(Saved data entries)
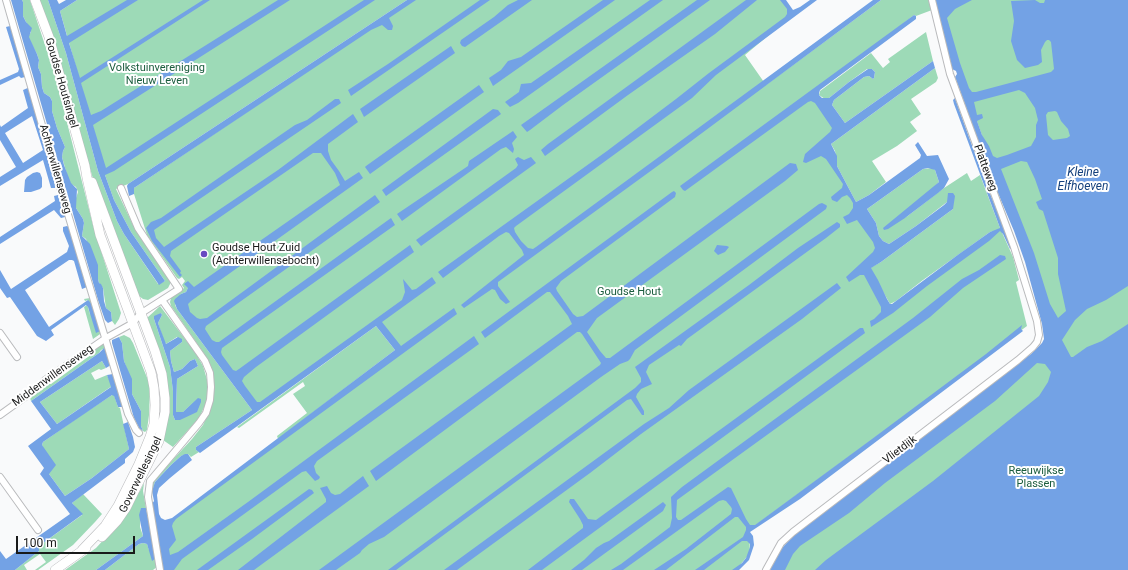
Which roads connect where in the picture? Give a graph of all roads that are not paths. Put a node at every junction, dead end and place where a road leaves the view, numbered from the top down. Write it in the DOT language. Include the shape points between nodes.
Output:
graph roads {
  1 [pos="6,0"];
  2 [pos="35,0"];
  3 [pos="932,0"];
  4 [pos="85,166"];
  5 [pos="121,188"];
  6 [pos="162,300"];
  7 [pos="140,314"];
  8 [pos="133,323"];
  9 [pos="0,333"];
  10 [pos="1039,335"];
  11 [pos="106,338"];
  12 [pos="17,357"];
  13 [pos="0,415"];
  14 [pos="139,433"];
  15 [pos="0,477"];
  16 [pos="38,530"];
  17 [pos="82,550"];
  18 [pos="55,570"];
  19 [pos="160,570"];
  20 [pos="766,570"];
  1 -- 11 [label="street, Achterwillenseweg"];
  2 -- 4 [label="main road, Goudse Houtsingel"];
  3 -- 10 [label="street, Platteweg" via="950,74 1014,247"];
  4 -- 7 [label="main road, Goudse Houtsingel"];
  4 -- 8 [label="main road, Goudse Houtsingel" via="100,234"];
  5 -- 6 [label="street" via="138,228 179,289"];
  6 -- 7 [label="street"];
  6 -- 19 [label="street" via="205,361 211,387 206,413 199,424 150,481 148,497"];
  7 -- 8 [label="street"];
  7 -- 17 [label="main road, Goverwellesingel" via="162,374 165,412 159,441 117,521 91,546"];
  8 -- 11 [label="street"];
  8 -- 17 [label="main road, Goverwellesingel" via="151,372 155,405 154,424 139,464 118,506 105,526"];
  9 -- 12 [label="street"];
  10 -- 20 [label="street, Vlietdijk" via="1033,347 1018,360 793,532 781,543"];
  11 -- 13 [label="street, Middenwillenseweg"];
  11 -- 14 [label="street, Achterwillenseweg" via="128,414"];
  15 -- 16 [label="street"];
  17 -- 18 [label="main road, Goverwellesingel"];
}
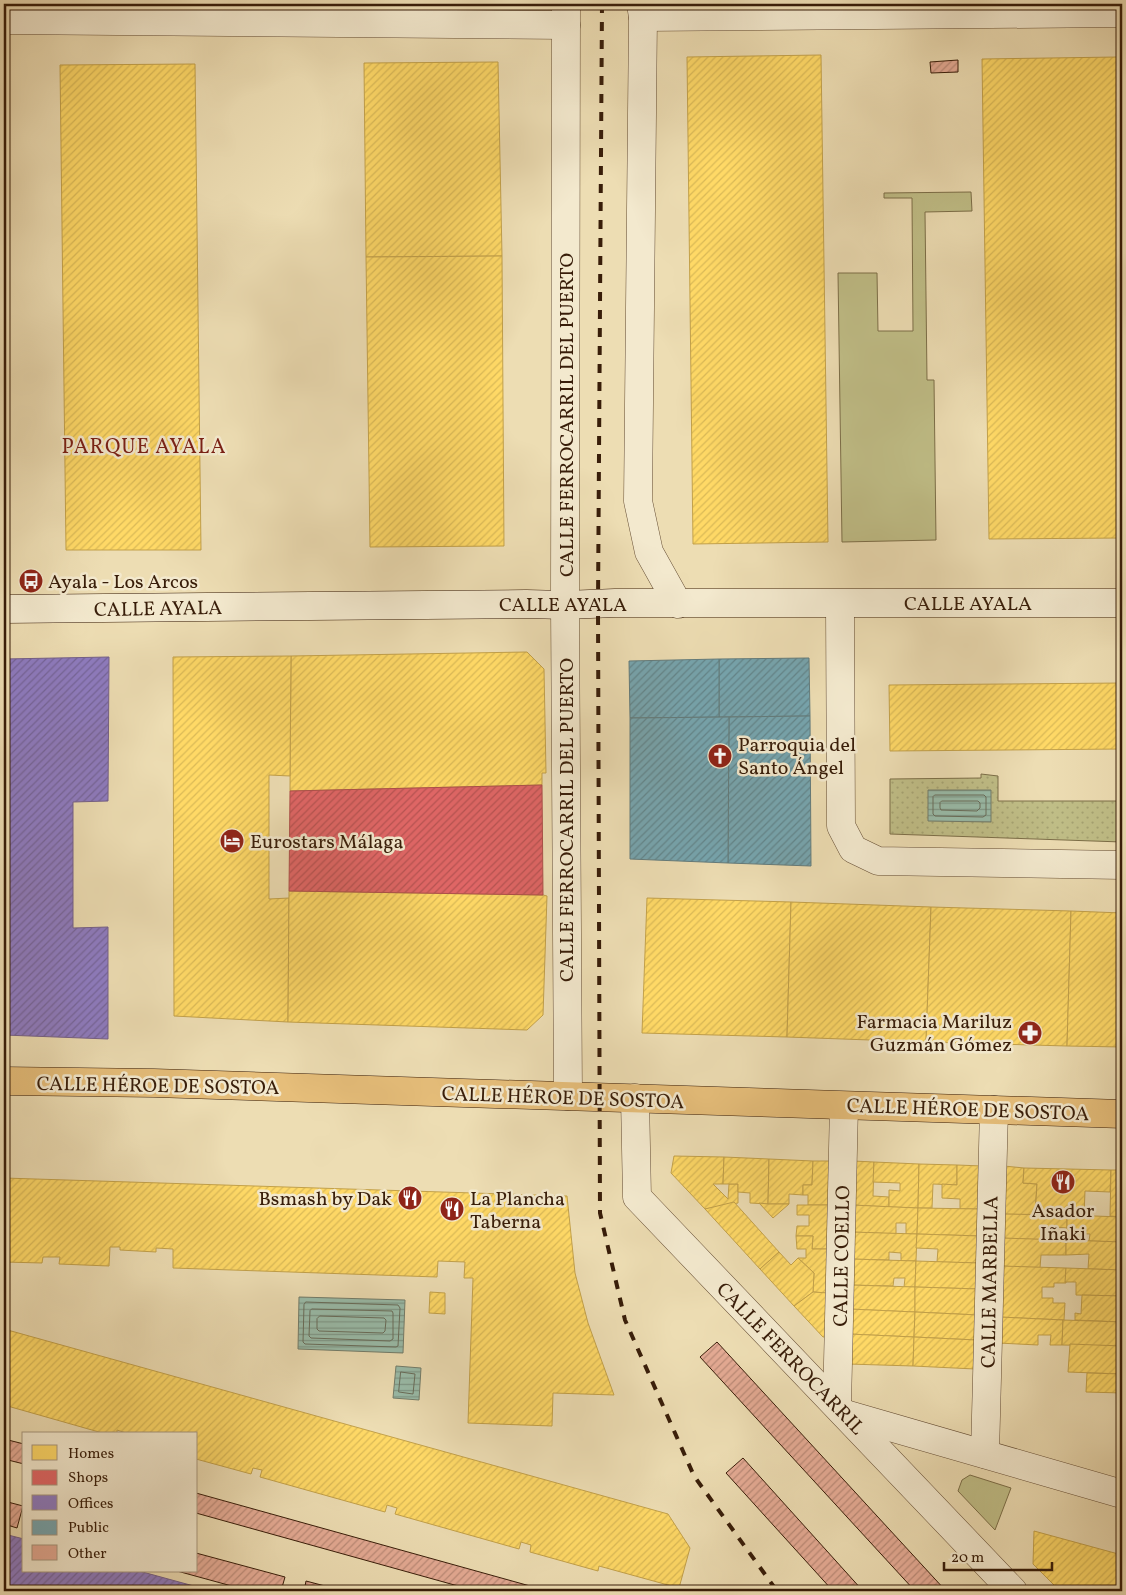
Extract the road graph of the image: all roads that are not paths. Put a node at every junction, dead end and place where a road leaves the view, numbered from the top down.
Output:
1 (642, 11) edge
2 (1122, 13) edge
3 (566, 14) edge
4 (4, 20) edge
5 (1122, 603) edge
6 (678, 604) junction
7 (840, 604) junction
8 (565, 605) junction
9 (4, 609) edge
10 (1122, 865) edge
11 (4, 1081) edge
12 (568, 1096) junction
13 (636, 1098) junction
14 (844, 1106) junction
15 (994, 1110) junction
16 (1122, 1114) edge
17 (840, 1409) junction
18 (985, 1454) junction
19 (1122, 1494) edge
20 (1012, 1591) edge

= WHAT NEEDS TO BE DONE =
Check each line of the entries, and copy the ones that contain "where".

= WRITTEN RESPONSE =
Which roads connect where in the picture? Give a graph of all roads that are not paths. Put a node at every junction, dead end and place where a road leaves the view, numbered from the top down. Write it in the DOT language. Include the shape points between nodes.
Extract the road graph of the image: all roads that are not paths. Put a node at every junction, dead end and place where a road leaves the view, numbered from the top down.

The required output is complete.